Entries provided:
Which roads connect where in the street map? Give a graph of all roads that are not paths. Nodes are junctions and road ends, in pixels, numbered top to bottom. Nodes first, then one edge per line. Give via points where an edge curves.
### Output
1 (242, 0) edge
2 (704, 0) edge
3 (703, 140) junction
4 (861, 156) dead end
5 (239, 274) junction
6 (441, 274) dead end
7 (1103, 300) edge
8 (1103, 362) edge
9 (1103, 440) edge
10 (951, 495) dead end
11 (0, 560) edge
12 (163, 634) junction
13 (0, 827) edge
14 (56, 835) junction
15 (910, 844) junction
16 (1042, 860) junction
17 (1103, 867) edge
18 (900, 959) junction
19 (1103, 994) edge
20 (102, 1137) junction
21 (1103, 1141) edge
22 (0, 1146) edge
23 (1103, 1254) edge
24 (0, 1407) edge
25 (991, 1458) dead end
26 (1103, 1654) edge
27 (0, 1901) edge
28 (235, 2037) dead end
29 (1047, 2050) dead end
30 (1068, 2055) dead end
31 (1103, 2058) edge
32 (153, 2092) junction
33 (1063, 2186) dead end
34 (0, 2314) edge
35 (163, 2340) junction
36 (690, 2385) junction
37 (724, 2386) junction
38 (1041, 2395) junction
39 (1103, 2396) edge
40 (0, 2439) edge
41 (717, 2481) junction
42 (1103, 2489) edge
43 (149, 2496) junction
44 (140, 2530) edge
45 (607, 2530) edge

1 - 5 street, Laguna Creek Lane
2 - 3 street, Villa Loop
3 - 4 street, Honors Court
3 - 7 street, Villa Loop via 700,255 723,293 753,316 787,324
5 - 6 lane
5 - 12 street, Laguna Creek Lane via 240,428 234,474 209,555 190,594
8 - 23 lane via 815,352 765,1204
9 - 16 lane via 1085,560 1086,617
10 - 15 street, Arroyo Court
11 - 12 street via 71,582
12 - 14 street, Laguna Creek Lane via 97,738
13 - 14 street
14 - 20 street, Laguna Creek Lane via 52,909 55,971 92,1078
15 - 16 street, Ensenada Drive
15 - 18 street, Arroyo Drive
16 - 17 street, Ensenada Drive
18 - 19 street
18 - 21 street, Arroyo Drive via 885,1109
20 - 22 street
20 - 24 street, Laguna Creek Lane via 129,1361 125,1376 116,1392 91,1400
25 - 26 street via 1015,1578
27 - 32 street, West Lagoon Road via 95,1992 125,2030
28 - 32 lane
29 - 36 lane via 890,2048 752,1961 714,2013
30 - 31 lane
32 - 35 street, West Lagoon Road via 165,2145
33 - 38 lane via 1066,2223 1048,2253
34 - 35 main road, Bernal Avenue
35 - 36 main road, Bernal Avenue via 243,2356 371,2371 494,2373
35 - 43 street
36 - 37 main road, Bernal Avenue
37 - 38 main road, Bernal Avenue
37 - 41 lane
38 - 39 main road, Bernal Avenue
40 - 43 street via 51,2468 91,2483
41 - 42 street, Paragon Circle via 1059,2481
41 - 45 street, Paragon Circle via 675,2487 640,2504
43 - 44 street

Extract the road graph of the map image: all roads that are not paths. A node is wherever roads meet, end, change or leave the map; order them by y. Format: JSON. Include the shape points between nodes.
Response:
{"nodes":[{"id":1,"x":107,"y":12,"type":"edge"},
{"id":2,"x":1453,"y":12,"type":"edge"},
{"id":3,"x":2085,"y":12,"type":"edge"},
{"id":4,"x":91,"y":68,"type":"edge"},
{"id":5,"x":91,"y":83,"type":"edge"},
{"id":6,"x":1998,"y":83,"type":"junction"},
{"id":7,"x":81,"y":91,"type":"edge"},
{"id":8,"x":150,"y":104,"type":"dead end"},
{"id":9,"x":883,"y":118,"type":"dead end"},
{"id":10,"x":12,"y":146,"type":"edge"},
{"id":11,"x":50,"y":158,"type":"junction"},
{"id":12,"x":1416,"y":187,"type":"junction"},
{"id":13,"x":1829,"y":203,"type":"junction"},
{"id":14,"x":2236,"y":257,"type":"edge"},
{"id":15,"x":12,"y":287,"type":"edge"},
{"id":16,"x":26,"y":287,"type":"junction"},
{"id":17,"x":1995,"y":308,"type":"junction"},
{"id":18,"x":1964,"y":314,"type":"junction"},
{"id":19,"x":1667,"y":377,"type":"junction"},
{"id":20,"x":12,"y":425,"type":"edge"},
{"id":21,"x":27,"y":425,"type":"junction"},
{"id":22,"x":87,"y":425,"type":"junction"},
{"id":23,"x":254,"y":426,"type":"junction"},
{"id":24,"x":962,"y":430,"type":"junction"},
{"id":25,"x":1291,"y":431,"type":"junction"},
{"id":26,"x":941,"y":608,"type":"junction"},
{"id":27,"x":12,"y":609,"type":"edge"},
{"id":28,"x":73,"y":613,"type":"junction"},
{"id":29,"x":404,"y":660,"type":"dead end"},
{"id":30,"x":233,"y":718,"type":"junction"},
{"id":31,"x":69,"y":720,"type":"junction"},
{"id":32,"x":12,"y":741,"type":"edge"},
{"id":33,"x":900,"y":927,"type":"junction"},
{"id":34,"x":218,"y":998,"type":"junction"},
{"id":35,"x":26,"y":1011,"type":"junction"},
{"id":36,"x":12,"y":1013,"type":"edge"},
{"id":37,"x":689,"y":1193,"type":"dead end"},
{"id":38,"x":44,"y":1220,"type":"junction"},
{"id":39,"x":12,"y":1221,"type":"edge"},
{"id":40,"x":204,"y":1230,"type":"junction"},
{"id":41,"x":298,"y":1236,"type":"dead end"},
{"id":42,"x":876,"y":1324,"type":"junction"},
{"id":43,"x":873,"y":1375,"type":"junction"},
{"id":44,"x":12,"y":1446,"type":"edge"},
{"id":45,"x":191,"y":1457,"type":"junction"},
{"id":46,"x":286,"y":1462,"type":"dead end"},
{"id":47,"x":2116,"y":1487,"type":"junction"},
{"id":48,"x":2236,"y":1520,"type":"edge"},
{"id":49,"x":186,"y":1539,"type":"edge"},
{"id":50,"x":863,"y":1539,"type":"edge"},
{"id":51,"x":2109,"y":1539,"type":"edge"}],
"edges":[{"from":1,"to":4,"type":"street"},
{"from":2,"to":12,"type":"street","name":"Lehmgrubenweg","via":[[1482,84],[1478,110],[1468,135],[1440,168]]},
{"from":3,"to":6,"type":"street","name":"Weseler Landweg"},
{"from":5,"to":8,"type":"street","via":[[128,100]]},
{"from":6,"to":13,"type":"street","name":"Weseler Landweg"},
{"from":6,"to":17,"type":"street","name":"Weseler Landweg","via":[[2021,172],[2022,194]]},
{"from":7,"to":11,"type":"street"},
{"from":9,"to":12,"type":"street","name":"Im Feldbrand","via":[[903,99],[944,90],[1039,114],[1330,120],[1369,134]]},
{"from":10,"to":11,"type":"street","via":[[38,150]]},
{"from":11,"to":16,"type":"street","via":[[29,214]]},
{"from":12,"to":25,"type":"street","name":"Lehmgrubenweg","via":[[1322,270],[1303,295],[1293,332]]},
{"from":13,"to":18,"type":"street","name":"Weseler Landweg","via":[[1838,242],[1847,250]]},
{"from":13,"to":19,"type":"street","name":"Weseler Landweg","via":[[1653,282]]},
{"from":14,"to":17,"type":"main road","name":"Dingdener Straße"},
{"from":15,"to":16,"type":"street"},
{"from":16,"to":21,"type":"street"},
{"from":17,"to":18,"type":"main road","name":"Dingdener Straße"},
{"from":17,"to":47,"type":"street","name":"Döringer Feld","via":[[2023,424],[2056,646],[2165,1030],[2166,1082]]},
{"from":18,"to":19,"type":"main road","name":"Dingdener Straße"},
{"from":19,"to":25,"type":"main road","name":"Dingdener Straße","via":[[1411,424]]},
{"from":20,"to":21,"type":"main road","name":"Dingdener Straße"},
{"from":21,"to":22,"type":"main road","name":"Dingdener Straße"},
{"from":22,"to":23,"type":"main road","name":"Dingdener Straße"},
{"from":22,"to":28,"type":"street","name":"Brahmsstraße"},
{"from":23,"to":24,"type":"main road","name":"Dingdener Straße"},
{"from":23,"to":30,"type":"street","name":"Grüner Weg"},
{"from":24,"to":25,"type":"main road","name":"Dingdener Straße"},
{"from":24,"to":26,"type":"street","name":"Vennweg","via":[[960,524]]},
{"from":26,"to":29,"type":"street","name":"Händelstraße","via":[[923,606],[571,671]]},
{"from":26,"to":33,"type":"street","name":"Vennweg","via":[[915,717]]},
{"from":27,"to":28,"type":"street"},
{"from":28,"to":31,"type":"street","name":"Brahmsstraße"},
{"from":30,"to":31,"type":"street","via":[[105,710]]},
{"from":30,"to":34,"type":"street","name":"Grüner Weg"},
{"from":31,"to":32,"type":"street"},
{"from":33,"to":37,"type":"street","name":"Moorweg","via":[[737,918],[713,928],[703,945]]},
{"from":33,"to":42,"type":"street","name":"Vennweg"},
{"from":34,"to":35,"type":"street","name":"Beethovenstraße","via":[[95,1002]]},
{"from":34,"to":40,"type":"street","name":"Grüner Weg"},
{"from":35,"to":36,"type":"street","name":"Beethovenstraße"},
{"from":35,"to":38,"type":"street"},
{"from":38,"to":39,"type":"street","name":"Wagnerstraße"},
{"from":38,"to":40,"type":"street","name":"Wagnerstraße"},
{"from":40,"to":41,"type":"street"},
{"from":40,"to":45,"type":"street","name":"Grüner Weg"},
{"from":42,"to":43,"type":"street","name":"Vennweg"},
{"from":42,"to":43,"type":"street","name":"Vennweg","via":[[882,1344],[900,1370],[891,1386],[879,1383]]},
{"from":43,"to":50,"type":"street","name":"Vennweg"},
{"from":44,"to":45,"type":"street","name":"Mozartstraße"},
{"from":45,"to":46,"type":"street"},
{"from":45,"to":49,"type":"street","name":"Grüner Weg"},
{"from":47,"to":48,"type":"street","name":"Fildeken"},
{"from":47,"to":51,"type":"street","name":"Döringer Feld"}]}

Your goal:
Every line holding the word "Wagnerstraße" should be copied out of the material.

Reply:
{"from":38,"to":39,"type":"street","name":"Wagnerstraße"},
{"from":38,"to":40,"type":"street","name":"Wagnerstraße"},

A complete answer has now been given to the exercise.